● **Task data**:
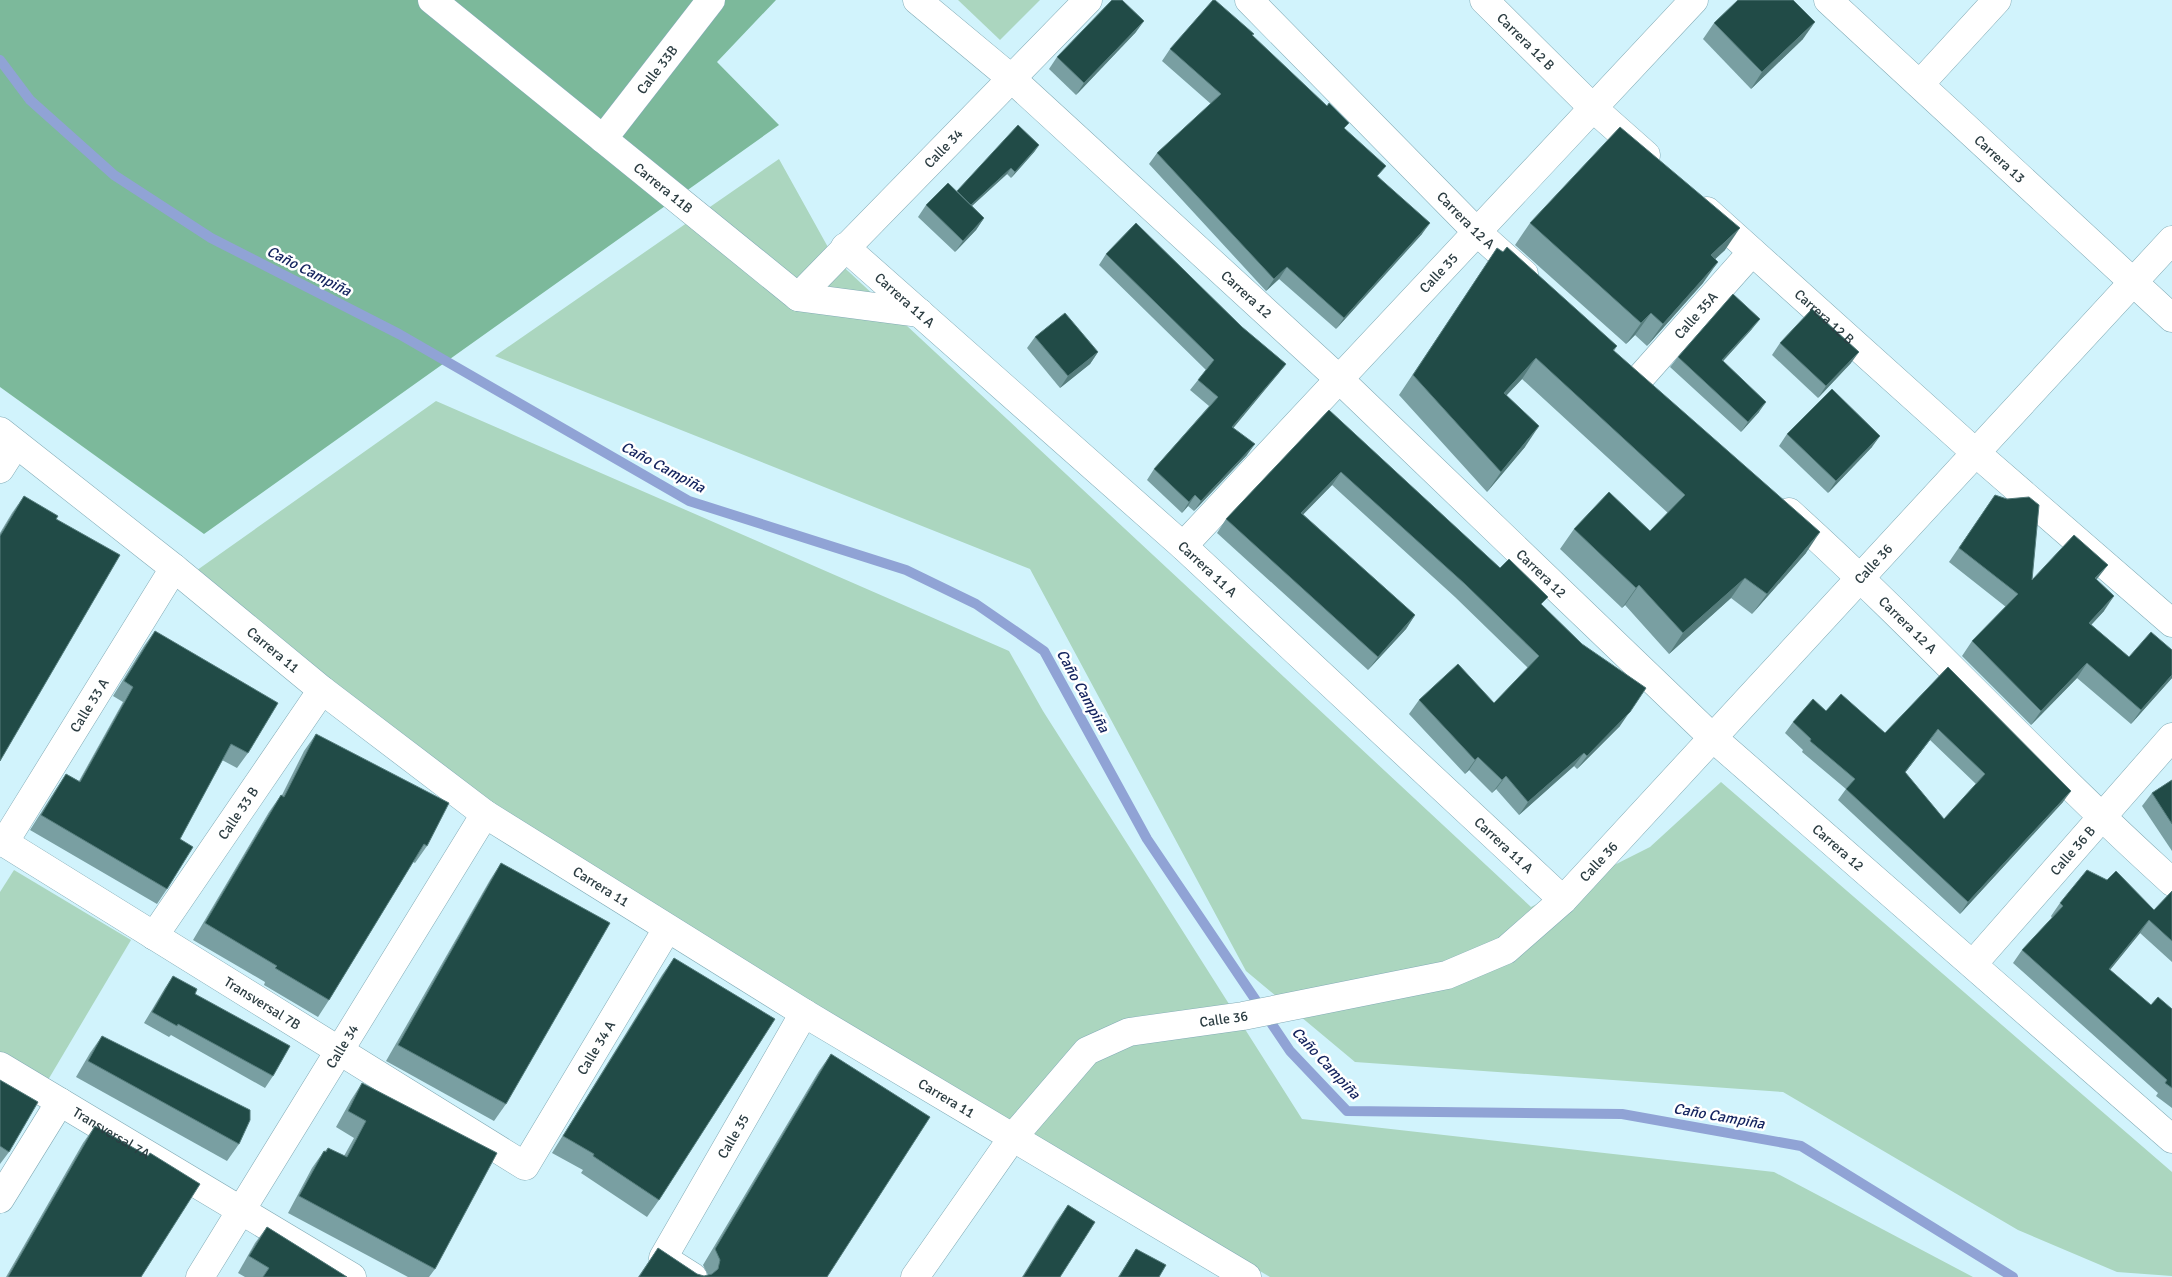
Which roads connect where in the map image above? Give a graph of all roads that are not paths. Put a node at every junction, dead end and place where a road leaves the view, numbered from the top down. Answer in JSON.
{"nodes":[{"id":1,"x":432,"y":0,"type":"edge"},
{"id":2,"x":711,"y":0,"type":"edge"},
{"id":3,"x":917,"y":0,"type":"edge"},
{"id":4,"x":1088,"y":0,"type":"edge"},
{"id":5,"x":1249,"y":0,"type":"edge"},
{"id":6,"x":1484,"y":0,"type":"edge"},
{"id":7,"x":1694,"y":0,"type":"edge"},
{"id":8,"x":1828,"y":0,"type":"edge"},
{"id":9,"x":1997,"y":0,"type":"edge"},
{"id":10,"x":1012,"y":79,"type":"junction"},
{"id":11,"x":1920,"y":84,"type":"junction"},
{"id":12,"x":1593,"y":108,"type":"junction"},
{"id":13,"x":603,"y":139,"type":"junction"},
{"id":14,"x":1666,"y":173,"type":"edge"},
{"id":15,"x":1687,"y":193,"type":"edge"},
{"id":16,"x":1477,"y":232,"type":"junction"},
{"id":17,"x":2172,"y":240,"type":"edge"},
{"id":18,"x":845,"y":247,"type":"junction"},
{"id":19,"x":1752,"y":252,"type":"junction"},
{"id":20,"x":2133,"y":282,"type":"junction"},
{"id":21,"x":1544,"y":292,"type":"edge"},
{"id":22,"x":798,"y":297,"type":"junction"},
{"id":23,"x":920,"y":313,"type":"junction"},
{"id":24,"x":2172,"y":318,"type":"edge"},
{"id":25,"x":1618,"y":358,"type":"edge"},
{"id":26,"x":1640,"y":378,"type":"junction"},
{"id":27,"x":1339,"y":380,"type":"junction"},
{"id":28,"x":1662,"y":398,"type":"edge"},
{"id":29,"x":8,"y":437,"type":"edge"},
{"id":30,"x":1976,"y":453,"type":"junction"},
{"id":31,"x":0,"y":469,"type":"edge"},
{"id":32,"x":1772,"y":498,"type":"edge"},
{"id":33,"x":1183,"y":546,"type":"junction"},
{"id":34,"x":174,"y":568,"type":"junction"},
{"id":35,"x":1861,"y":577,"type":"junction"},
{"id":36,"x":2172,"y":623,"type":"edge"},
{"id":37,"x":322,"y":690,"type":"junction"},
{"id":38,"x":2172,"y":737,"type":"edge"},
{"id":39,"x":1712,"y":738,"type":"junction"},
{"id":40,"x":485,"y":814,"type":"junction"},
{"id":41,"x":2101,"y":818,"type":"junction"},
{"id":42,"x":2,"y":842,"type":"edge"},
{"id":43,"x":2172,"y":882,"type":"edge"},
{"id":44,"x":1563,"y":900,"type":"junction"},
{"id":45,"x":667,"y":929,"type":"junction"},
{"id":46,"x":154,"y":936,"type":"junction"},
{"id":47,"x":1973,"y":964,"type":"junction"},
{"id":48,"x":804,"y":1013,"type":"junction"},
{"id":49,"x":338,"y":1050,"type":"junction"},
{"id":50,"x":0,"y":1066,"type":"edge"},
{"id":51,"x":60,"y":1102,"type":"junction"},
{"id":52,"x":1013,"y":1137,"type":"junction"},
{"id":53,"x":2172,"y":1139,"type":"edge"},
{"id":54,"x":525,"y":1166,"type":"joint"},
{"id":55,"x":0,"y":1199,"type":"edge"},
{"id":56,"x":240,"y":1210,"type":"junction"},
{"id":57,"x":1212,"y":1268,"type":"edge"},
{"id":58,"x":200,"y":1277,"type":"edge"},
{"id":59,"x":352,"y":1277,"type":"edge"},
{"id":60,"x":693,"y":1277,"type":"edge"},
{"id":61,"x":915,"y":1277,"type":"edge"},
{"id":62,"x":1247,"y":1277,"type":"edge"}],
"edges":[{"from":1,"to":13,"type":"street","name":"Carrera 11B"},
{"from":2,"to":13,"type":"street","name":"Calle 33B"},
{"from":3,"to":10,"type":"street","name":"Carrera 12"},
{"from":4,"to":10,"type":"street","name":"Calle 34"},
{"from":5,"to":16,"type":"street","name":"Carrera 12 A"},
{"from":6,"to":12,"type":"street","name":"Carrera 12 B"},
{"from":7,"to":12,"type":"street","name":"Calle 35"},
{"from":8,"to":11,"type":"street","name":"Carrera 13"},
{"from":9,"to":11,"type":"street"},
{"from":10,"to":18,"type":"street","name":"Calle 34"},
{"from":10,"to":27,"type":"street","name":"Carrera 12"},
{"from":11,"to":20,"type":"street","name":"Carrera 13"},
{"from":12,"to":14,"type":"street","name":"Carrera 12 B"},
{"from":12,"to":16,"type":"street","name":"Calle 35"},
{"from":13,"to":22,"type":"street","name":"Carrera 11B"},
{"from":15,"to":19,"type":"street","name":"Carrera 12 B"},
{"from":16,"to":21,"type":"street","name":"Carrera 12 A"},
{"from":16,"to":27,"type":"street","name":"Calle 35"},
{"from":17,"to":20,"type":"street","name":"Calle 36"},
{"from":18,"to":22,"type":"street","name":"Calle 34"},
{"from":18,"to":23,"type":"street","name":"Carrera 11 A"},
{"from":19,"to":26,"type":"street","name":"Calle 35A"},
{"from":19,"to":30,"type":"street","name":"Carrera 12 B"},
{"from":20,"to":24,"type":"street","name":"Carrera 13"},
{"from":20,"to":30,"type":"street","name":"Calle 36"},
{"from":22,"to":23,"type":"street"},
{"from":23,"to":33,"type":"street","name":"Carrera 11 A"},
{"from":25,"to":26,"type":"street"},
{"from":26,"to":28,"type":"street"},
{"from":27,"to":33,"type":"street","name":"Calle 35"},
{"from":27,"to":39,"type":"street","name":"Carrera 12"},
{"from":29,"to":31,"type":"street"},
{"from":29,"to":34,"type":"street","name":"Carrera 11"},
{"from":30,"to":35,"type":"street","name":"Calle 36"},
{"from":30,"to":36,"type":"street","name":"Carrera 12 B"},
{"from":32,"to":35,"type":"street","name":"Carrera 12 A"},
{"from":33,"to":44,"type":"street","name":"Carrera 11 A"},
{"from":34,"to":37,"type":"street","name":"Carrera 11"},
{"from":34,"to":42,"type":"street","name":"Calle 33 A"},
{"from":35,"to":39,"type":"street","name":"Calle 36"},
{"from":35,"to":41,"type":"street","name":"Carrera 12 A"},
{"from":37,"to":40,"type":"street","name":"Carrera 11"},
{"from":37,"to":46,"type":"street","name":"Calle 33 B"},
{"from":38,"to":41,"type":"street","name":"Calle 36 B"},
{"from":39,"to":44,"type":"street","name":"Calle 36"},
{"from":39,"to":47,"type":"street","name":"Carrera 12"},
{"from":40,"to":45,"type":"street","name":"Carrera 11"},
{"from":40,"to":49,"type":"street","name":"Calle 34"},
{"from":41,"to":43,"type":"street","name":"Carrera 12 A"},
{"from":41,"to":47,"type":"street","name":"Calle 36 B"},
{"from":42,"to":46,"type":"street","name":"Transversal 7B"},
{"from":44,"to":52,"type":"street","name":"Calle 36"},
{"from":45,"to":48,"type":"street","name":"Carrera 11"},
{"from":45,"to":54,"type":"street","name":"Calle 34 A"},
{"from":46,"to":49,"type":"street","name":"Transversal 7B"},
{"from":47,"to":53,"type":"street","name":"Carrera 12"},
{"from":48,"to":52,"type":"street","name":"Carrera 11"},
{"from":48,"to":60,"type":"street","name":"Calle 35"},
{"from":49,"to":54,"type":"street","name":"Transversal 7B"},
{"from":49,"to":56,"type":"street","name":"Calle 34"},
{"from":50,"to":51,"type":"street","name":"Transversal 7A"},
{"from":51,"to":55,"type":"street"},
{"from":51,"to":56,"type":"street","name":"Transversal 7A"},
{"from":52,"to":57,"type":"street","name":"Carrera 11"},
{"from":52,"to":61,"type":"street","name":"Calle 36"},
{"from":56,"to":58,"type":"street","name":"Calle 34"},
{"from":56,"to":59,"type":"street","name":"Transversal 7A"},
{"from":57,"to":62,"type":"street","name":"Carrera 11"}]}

● **Instructions for the task**: Where a line above holds the word "Transversal", copy it.

● **Result for this task**:
{"from":42,"to":46,"type":"street","name":"Transversal 7B"},
{"from":46,"to":49,"type":"street","name":"Transversal 7B"},
{"from":49,"to":54,"type":"street","name":"Transversal 7B"},
{"from":50,"to":51,"type":"street","name":"Transversal 7A"},
{"from":51,"to":56,"type":"street","name":"Transversal 7A"},
{"from":56,"to":59,"type":"street","name":"Transversal 7A"},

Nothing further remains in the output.